:: What is needed ::
Please copy out the entries below exactly, beginning with the line that contains "thumb mcp: (166, 119)" and ending with the line that contains "pinky tip: (238, 199)", and include nothing outside that span.

:: Supplied data ::
***

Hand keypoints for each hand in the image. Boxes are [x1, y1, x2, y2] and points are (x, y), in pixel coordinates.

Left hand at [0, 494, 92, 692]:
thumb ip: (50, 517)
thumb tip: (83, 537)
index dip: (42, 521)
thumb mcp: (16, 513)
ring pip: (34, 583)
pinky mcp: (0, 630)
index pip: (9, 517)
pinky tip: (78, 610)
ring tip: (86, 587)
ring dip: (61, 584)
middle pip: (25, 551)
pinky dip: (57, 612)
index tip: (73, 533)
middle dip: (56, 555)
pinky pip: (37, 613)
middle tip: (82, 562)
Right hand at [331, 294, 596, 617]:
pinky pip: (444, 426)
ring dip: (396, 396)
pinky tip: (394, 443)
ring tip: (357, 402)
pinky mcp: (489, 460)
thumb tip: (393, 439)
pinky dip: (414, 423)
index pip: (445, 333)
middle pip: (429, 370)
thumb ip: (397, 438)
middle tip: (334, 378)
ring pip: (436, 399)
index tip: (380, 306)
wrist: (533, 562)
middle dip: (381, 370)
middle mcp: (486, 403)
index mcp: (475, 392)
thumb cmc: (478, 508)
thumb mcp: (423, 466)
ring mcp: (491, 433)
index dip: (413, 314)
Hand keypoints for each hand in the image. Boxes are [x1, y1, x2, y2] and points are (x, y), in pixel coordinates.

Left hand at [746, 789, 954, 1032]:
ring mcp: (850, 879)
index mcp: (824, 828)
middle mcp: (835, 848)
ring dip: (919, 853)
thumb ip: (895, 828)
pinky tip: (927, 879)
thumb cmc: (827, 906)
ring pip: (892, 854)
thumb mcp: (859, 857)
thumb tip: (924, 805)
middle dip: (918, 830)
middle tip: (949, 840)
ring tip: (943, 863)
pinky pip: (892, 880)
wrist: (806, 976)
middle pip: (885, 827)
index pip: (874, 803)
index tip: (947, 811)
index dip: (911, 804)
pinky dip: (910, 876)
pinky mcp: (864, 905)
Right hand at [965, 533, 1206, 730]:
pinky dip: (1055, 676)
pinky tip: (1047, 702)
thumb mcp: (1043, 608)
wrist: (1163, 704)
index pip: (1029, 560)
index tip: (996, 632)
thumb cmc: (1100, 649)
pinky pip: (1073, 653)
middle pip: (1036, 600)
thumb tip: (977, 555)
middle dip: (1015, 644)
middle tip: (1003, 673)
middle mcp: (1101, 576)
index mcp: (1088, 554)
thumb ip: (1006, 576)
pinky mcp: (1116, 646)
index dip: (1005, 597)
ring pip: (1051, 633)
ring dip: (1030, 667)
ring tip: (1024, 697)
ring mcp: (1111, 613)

***

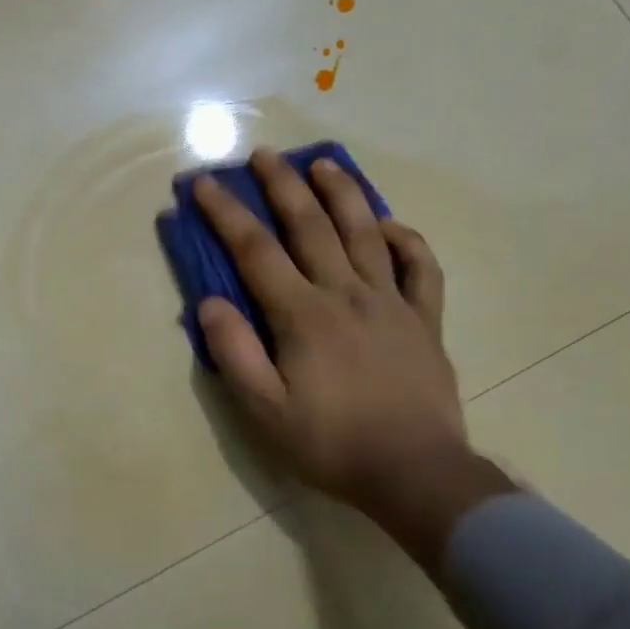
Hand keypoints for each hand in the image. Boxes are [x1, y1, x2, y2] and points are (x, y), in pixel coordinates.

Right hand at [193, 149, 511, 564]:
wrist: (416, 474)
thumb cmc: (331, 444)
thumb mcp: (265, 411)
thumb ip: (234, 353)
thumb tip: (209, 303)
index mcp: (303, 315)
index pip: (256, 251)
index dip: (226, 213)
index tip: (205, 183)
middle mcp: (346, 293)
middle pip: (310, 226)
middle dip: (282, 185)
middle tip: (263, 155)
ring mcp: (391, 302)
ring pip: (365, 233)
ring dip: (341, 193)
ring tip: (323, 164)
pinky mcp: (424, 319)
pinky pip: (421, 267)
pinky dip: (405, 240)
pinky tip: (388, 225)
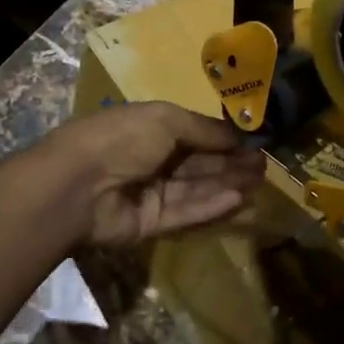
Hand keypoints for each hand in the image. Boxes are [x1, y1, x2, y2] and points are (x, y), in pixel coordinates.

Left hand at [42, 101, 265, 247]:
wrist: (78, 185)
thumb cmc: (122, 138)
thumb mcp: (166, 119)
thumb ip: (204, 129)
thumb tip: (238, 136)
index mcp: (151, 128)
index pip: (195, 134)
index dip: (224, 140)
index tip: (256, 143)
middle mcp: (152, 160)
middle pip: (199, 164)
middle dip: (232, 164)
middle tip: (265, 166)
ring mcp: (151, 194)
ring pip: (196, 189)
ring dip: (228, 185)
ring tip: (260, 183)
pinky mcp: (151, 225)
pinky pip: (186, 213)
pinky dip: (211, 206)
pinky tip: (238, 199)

***

:: Output of the exercise ::
thumb mcp: (166, 119)
thumb ip: (204, 129)
thumb tip: (238, 136)
index mcp: (151, 128)
index pip: (195, 134)
index dip: (224, 140)
index tip: (256, 143)
middle mcp: (152, 160)
middle pip: (199, 164)
middle dip: (232, 164)
middle tip: (265, 166)
ring mcp: (151, 194)
ring pip: (196, 189)
ring dip: (228, 185)
ring tip: (260, 183)
pinky mcp: (151, 225)
pinky pip: (186, 213)
pinky dip: (211, 206)
pinky tip: (238, 199)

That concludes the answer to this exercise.